Le repas achevé, on attendit vingt-deux heures trente pour organiser la sortie d’Adamsberg. Sur ordre de Matthieu, Johan éteignit la lumière du porche et celle de la salle, vide de clients. La double porte de l’auberge était assez large pour laisser passer trois hommes de front. Noël vint garer la voiture du commissaire juste devant l’auberge, puis les huit hommes l’encadrèrent pour l’y conduire, deux devant, deux de chaque côté, et deux à l’arrière. Le Joueur, vêtu de noir, se déplaça sur le flanc du hêtre, accroupi. L’obscurité n’était pas totale et la lune, presque pleine, lui permettait malgré tout de scruter la scène. Tous les regards étaient dirigés sur le commissaire. Quand l’un des gardes ouvrit la portière et qu’Adamsberg se recula légèrement pour entrer dans la voiture, les deux hommes qui le protégeaient sur ses côtés, élargis par leur gilet pare-balles, laissaient un espace de presque trente centimètres entre leurs jambes et celles d’Adamsberg. C’était le moment. L’homme visa la jambe et tira sur la cuisse gauche. Adamsberg y porta son bras par réflexe, rouvrant sa blessure, et fléchit sur les genoux, émettant un cri rageur. Il y eut une bousculade, des exclamations, des ordres, pendant que le Joueur, qui avait aussitôt regagné l’arrière du hêtre, réussissait un bond en hauteur d’un mètre cinquante sans élan dans le noir puis se mettait à grimper sans effort le long du tronc lisse du grand arbre. Les premières branches se trouvaient à une hauteur d’environ douze mètres qu’il atteignit rapidement, puis il se hissa avec aisance de branche en branche et s’installa à vingt mètres au-dessus du sol. Qui aurait jamais l’idée de chercher le fugitif en l’air ?

Quatre gardes du corps continuaient de garder la portière devant Adamsberg au sol tandis que les quatre autres et les sept policiers regardaient de toutes parts, torches allumées, pour repérer l’homme en fuite. Nulle silhouette n’était visible, le tireur n’était pas dans la rue.

— Échec, dit Retancourt.

L’ambulance, qu’on avait fait venir à l’avance, emmena de nouveau le commissaire à l’hôpital de Rennes avec Veyrenc, tandis que chacun regagnait ses quartiers, tête basse. Le Joueur contemplait leur déception et se félicitait d’avoir touché Adamsberg comme prévu, sans dégât grave. Il attendit néanmoins plus d’une demi-heure sur son arbre, le temps que l’auberge ferme ses volets et que la rue soit déserte pour descendre prestement, s’enfuir par les ruelles et rejoindre la voiture qui l’attendait.

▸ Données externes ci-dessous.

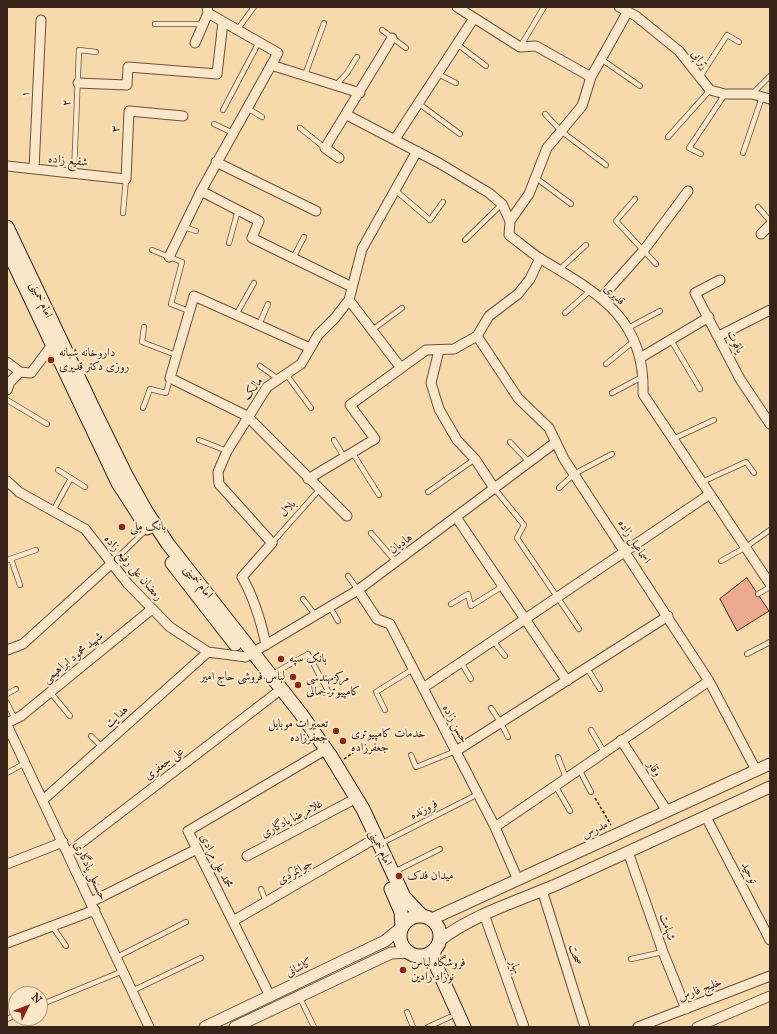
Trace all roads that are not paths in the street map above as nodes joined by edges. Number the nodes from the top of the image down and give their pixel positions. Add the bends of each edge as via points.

— Ce coup-ci, pas de pépin dit-il en bouclant sa ceinture. J’ai sauté dans le hêtre en face de l’auberge et je les ai regardés s’agiter en tous sens depuis mon perchoir à vingt mètres au-dessus du sol. C’était réjouissant. Pour demain, pour le véritable assassinat, l’affaire se complique. Mais les hommes octroyés au commissaire ne sont pas suréquipés. Ce sont des policiers de protection, certes, mais simplement munis de gilets pare-balles et de casques. Il y a une zone faible au niveau du cou. On peut tirer sur deux flics et toucher Adamsberg.

Pendant le trajet, le Joueur réfléchissait aux détails de la tactique du lendemain. Et dans le même temps, il souhaitait ardemment ne pas être désigné pour cette tâche meurtrière. Mais force était de préparer sa stratégie, il ne savait que trop ce qui l’attendait en cas de désobéissance.

Comme ce soir, les gardes feraient sortir Adamsberg directement depuis l’auberge dans la voiture, à la nuit tombée. Cette fois, il lui faudrait tirer dans le cou des flics, en biais à la base de la nuque pour éviter la carotide, et sur le commissaire. L’espace de temps serait très serré, tant pour tirer que pour remonter dans l’arbre. Il secoua tristement la tête, un peu nauséeux à l’idée de ce massacre.

Matthieu venait d’envoyer un message à Rennes demandant en urgence huit longs boucliers balistiques pour couvrir Adamsberg. Il était encore bien trop exposé, et singulièrement au cou. Une balle dans la trachée ou l’artère et c’en était fini. Outre une ambulance déjà sur place, il demanda la présence d’un médecin immédiatement prêt à intervenir et du matériel propre à soigner les blessures par balles.

Pour la seconde fois, les policiers se séparaient avec l’impression morose et furieuse d’avoir échoué dans leur mission, aggravée par la fuite du tireur qu’ils n’avaient pu empêcher. Retancourt fulminait, laissant échapper de ses lèvres un grondement sourd qui n’augurait rien de bon.